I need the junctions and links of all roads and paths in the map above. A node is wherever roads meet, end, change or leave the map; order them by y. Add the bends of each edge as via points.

---

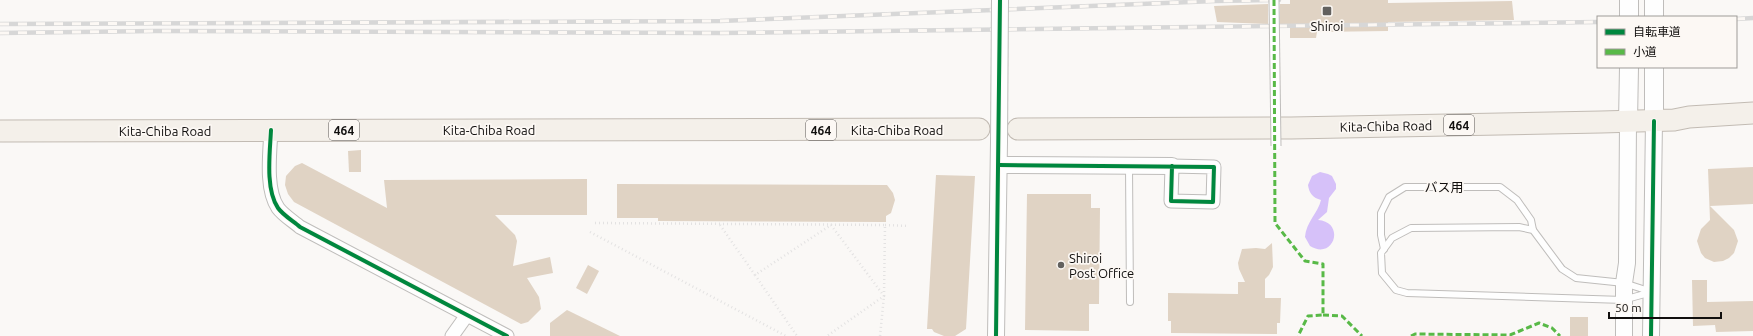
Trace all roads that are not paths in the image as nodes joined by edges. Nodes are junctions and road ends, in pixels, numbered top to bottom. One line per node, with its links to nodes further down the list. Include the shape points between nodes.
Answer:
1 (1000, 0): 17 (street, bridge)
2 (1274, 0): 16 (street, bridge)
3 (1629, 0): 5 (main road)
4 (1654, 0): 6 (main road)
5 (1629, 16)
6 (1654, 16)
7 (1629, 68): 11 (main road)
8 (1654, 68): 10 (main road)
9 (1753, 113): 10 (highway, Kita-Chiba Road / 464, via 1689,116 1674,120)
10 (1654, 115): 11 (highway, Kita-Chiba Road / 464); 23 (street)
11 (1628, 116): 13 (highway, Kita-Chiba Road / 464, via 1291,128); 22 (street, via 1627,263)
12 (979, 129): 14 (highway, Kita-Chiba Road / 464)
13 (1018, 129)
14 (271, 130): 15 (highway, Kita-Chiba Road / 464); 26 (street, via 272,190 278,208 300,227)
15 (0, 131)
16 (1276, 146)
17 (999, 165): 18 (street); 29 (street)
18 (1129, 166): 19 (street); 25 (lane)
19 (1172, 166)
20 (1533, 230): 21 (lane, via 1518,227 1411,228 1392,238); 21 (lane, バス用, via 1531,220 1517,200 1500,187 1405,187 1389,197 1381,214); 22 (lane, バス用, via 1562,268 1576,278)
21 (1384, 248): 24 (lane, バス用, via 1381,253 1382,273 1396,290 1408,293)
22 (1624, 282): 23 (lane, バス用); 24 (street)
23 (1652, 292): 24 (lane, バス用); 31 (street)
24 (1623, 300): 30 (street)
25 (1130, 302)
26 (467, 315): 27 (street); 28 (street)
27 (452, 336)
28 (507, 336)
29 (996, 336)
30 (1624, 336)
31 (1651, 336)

--

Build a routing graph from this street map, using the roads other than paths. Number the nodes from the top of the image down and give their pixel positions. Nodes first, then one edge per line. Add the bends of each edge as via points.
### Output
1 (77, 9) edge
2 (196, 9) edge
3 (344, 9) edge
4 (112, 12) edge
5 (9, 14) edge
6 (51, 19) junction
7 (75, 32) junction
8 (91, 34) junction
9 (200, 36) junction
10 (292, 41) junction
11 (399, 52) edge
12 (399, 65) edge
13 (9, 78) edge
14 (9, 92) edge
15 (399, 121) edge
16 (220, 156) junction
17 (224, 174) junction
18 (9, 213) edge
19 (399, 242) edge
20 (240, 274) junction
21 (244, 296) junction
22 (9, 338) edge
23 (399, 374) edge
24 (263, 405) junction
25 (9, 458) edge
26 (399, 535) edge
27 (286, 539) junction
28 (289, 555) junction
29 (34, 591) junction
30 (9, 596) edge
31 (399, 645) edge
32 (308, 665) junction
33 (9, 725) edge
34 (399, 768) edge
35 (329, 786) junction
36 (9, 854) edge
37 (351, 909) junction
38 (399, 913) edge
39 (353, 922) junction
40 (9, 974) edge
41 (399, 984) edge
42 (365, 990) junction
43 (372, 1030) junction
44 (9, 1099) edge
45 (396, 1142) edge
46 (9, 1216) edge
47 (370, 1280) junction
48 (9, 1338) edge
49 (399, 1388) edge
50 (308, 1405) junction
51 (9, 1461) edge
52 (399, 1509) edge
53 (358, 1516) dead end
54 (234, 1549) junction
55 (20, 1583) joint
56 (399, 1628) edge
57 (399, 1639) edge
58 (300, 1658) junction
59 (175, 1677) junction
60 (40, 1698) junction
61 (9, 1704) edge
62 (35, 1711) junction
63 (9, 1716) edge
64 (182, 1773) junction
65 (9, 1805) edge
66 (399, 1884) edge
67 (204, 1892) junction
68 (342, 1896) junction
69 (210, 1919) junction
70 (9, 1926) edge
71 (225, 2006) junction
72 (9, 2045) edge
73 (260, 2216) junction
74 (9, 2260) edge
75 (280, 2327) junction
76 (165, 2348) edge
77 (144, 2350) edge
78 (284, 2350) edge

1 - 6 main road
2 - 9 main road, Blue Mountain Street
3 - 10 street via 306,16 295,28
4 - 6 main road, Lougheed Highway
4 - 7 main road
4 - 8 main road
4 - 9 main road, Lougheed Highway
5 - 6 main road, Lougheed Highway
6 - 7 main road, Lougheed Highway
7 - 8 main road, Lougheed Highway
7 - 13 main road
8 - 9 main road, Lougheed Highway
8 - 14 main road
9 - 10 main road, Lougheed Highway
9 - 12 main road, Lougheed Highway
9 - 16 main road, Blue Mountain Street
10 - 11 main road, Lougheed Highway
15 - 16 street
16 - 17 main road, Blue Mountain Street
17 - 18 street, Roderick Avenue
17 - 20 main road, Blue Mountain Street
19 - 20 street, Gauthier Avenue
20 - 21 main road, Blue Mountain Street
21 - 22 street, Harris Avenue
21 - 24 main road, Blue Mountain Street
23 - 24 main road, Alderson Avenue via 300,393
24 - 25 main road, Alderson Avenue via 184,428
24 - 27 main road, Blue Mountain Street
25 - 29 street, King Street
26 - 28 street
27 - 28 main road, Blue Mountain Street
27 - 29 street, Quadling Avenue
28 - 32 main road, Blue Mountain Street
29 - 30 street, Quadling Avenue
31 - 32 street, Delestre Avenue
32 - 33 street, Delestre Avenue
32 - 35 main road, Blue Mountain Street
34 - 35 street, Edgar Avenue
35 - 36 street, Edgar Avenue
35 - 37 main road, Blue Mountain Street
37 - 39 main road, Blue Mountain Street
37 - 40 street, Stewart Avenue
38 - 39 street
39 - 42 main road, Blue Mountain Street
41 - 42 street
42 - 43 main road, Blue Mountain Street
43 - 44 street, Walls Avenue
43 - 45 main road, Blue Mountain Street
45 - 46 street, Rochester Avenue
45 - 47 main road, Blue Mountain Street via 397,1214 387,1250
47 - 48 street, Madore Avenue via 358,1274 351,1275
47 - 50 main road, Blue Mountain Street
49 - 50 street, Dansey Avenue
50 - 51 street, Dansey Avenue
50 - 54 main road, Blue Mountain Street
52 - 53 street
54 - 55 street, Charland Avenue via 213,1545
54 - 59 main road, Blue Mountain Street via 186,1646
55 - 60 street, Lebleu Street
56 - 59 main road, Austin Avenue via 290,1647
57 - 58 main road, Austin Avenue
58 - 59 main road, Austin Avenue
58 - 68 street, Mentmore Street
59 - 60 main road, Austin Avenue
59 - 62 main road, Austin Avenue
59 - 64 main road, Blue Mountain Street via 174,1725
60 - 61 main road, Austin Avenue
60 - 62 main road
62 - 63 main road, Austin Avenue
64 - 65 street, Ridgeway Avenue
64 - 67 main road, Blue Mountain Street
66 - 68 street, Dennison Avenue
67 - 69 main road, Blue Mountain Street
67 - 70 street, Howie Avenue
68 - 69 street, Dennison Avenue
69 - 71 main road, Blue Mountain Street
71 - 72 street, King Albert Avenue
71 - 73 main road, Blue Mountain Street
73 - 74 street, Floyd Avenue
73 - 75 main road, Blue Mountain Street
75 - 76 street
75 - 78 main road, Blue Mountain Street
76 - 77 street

### EXERCISE INSTRUCTIONS
Based on the records above, count the lines in which "links" occurs and provide only the number.

### WRITTEN REPLY
2